At most moments in American history, the revelation that such a secret court, which never turns down government requests, is making law "almost" at the level of the Supreme Court would surely have caused an outcry in Congress and elsewhere.  However, there was none, a sign either of how powerful and intimidating the secret world has become or of how much Congress and the rest of Washington have already been absorbed into it.

No less strikingly -- and again, we know so little that it's necessary to read between the lines -- Lichtblau indicates that more than six "current and former national security officials," perhaps disturbed by the expanding powers of the FISA court, discussed its classified rulings "on the condition of anonymity."  Assumedly, at least one of them (or someone else) leaked the classified information about that court to him.

Fittingly enough, Lichtblau wrote a remarkably anonymous piece.  Given that sources no longer have any assurance that phone and email records aren't being or won't be monitored, we have no idea how these shadowy figures got in touch with him or vice versa.  All we know is that, even when shining a powerful light into the darkness of the surveillance universe, American journalism now finds itself plunging into the shadows as well.

What both the Morales incident and the Lichtblau article tell us, and what we've barely taken in, is how our American world is changing.  In the Cold War years, faced with a MAD world, both superpowers ventured "into the shadows" to duke it out in their global struggle.  As in so many wars, sooner or later the methods used in distant lands came home to haunt us.  In the twenty-first century, without another major power in sight, the remaining superpower has made those "shadows" its own in a big way.  Just beyond the view of the rest of us, it began recreating its famed tripartite, checks-and-balances government, now more than two centuries old, in a new form.  There, in those shadows, the executive, judicial, and legislative branches began to meld into a unicameral shadow government, part of a new architecture of control that has nothing to do with "of the people, by the people, for the people."

Such a shadow government placing its trust in secret courts and the large-scale surveillance of populations, its own included, while pursuing its secret desires globally was just the sort of thing that the country's founding fathers feared.  In the end, it hardly matters under what label -- including American "safety" and "security" -- such a governing power is built; sooner or later, the architecture will determine the acts, and it will become more tyrannical at home and more extreme abroad.  Welcome to the world of the single rogue superpower, and thank your lucky stars that Edward Snowden made the choices he did.

It's eerie that some aspects of the totalitarian governments that went down for the count in the twentieth century are now being recreated in those shadows.  There, an increasingly "totalistic" if not yet totalitarian beast, its hour come round at last, is slouching toward Washington to be born, while those who cared to shine a little light on the birth process are in jail or being hounded across this planet.

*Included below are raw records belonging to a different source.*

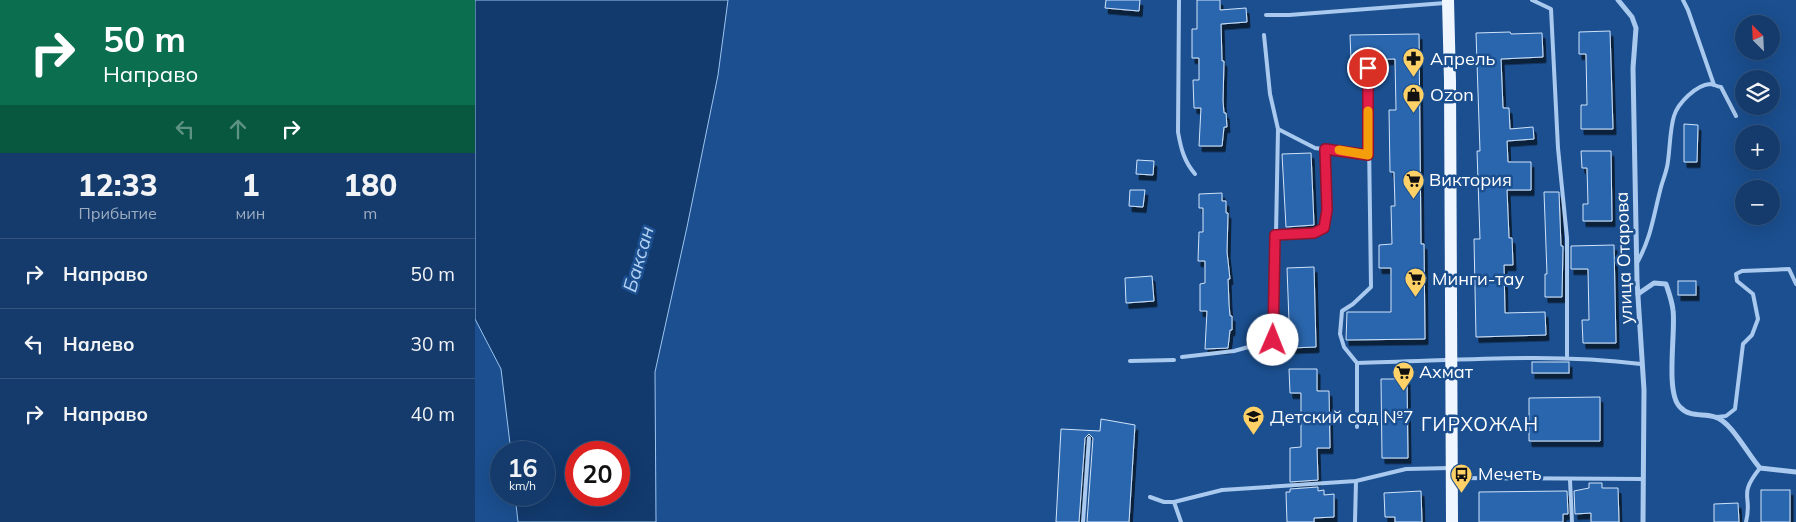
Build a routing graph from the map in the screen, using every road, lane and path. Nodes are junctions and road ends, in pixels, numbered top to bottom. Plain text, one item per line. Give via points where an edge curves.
1 (1179, 0) edge
2 (1532, 0) edge
3 (1618, 0) edge
4 (1683, 0) edge
5 (1448, 1) edge
6 (1266, 15) dead end
7 (1264, 35) dead end
8 (1368, 68) dead end
9 (1714, 85) junction
10 (1737, 116) dead end
11 (1278, 129) junction
12 (1325, 149) junction
13 (1368, 155) junction
14 (1195, 174) dead end
15 (1275, 235) junction
16 (1637, 263) junction
17 (1796, 284) edge
18 (1638, 294) junction
19 (1567, 356) junction
20 (1182, 357) dead end
21 (1450, 358) junction
22 (1174, 360) dead end
23 (1130, 361) dead end
24 (1357, 364) junction
25 (1641, 364) junction
26 (1717, 417) junction
27 (1357, 427) dead end
28 (1089, 438) dead end
29 (1760, 468) junction
30 (1796, 472) edge
31 (1450, 473) junction
32 (1643, 479) junction
33 (1571, 480) junction
34 (1356, 481) junction
35 (1150, 497) dead end
36 (1175, 502) junction
37 (1083, 522) edge
38 (1181, 522) edge
39 (1355, 522) edge
40 (1452, 522) edge
41 (1572, 522) edge
42 (1643, 522) edge
43 (1746, 522) edge

1 - 14 lane via 1178,132 1187,165
2 - 19 lane via 1551,8 1558,148 1567,238
3 - 16 street, улица Отарова via 1637,28 1633,68
4 - 9 lane
5 - 6 lane
5 - 21 main road
7 - 11 lane via 1270,94
8 - 13 lane
9 - 10 lane via 1721,87
9 - 16 lane via 1699,88 1688,96 1674,116 1668,164 1659,191 1656,215 1647,245
11 - 12 lane via 1315,148
11 - 15 lane
12 - 13 lane
12 - 15 lane via 1327,210 1324,228 1314,233
13 - 24 lane via 1371,287 1341,311 1343,347
15 - 20 lane via 1273,340 1234,351
16 - 18 street, улица Отарова
17 - 26 lane via 1789,269 1736,274 1737,281 1753,294 1758,319 1752,335 1743,344 1735,409 1726,416
18 - 25 street, улица Отарова
18 - 26 street via 1654,282 1666,284 1673,311 1675,400 1689,414
19 - 21 lane
19 - 25 lane
21 - 24 lane
21 - 31 main road
22 - 23 lane
24 - 27 lane
25 - 32 street, улица Отарова via 1644,390
26 - 29 street via 1741,439
28 - 37 lane
29 - 30 street
29 - 43 lane via 1748,482
31 - 33 lane
31 - 34 lane via 1406,469
31 - 40 main road
32 - 33 lane
32 - 42 street, улица Отарова
33 - 41 lane
34 - 36 lane via 1221,490
34 - 39 lane
35 - 36 lane
36 - 38 lane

We have now experienced deterrence theory in two centuries.  Once it was brought to bear to stop the wholesale destruction of the planet; once -- and they do say that if the first time is tragedy, the second is farce -- to deter a small number of whistleblowers from revealing the innards of our new global security state.  We came close enough to total tragedy once.  If only we could be assured that the second time around it would indeed be total farce, but at the moment, as far as I can tell, no one's laughing.

Tom Engelhardt, co-founder of the American Empire Project and author of The United States of Fear as well as a history of the Cold War, The End of Victory Culture (just published in a Kindle edition), runs the Nation Institute's TomDispatch.com. His latest book, co-authored with Nick Turse, is Terminator Planet: The First History of Drone Warfare, 2001-2050.

[Note: Special thanks go to Irena Gross who sparked my thinking about American "dissidents" and this prison planet of ours.]

Follow TomDispatch on Twitter and join us on Facebook or Tumblr. Check out the newest Dispatch book, Nick Turse's The Changing Face of Empire: Special Ops, Drones, Proxy Fighters, Secret Bases, and Cyberwarfare.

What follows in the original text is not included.